Recently someone asked me what I had to live for. At the time the question gave me pause for thought, especially as that someone was my Doctor, but I soon realised that my reason for living was my Husband. I know most Women would say their Children but our one and only child is almost a stranger to us and has caused us so much pain in the past few years that I am not sure how I feel about her at the moment.
But back to my husband, and before you ask NO you can't have him. As you have probably guessed crafting is my main hobby and the support I get from my DH (Darling Husband) is second to none. When I stopped working it was not by choice but because of medical reasons and I felt like I had been thrown onto life's scrap heap. So my DH encouraged me to think of my crafting as a job. We have an agreement that when he is at work I should use my time crafting or in craft related activities, although he never checks up on me. He bought lots of storage units for me and we set up my crafting area in the TV room.

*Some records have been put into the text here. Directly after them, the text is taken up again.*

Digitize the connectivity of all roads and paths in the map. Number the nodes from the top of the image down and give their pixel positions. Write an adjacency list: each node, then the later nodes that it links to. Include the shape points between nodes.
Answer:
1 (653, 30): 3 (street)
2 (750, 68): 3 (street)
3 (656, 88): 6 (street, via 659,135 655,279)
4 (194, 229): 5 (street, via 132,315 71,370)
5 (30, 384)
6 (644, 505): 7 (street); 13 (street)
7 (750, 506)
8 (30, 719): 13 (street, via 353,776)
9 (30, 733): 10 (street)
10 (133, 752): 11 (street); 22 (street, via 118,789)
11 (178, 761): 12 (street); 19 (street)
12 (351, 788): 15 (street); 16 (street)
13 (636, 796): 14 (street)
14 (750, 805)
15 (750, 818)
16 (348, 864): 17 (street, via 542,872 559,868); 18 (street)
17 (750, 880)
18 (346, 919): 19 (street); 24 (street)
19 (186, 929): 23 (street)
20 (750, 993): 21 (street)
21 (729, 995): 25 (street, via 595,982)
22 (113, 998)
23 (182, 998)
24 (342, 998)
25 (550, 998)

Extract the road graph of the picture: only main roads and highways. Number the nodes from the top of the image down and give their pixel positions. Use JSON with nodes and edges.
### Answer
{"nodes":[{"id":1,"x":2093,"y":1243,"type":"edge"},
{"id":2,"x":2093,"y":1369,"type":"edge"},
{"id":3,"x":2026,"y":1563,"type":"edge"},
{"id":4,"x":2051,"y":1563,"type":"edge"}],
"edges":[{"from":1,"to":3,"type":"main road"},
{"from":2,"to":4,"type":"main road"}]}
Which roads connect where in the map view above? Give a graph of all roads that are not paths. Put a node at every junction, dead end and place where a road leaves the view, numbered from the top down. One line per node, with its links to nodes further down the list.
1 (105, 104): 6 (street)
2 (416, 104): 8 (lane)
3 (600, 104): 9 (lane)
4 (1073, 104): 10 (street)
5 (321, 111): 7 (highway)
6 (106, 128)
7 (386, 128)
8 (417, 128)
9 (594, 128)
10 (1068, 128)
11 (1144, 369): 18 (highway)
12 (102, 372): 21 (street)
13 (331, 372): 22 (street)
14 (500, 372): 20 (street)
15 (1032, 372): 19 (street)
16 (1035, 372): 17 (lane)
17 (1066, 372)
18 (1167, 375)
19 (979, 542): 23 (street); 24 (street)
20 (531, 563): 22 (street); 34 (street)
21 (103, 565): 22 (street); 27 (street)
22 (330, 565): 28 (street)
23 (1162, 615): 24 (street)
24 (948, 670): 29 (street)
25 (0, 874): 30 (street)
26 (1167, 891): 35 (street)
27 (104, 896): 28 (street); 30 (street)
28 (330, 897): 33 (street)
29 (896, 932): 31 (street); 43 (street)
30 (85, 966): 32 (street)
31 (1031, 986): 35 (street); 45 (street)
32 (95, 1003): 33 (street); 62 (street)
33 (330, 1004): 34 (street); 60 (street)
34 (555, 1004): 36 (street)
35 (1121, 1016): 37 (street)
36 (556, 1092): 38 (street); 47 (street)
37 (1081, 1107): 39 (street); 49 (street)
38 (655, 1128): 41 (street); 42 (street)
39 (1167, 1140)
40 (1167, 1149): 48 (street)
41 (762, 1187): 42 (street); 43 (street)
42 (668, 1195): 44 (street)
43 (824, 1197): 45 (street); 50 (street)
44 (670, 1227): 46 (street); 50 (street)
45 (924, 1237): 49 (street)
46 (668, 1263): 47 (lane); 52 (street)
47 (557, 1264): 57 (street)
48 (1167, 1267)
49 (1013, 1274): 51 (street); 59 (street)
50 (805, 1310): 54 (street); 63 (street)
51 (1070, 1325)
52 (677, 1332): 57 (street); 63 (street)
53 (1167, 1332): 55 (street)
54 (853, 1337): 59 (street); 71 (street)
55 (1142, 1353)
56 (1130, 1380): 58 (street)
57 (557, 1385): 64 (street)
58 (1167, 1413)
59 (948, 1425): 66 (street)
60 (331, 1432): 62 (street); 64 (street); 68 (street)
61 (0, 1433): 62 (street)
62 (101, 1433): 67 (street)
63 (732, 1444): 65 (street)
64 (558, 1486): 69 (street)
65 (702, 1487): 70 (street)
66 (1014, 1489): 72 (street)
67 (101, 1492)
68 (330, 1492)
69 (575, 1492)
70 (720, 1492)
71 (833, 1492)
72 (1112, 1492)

I have heard ladies say that they have to hide their purchases when they go to craft shows or shop's but I have the opposite problem. I have to limit the amount of craft shows we go to because he spends more money than I do. Where I may pick one or two items from a range he will buy the lot. He loves going to the shows and talking to the stall holders. He likes to see if he can get a discount or something for free and it is amazing how often he is successful. Some of the retailers have come to know him and spend a lot of time chatting with him which astonishes me considering how cheeky he is with them. He is almost as bad in craft shops. I pick up the things I need and when we get home I have lots of fun going through our purchases to see what extras he has bought me as well.
Recently I was ill with this Noro virus and he came home with a carrier bag containing 4 Martha Stewart punches. Other men would bring their sick wives flowers but he knows what will cheer me up the fastest. He loves to see the things I make and is always telling me that things I make are much better than things that can be bought in the shops.
My DH is really one in a million. I am sure that when he said 'In sickness and in health' he did not realise how much of a burden I would turn out to be but he tells me that he does not see me that way. I know it sounds corny but I really don't know what I have done to deserve him but I am glad that I have him and I am holding on to him with both hands.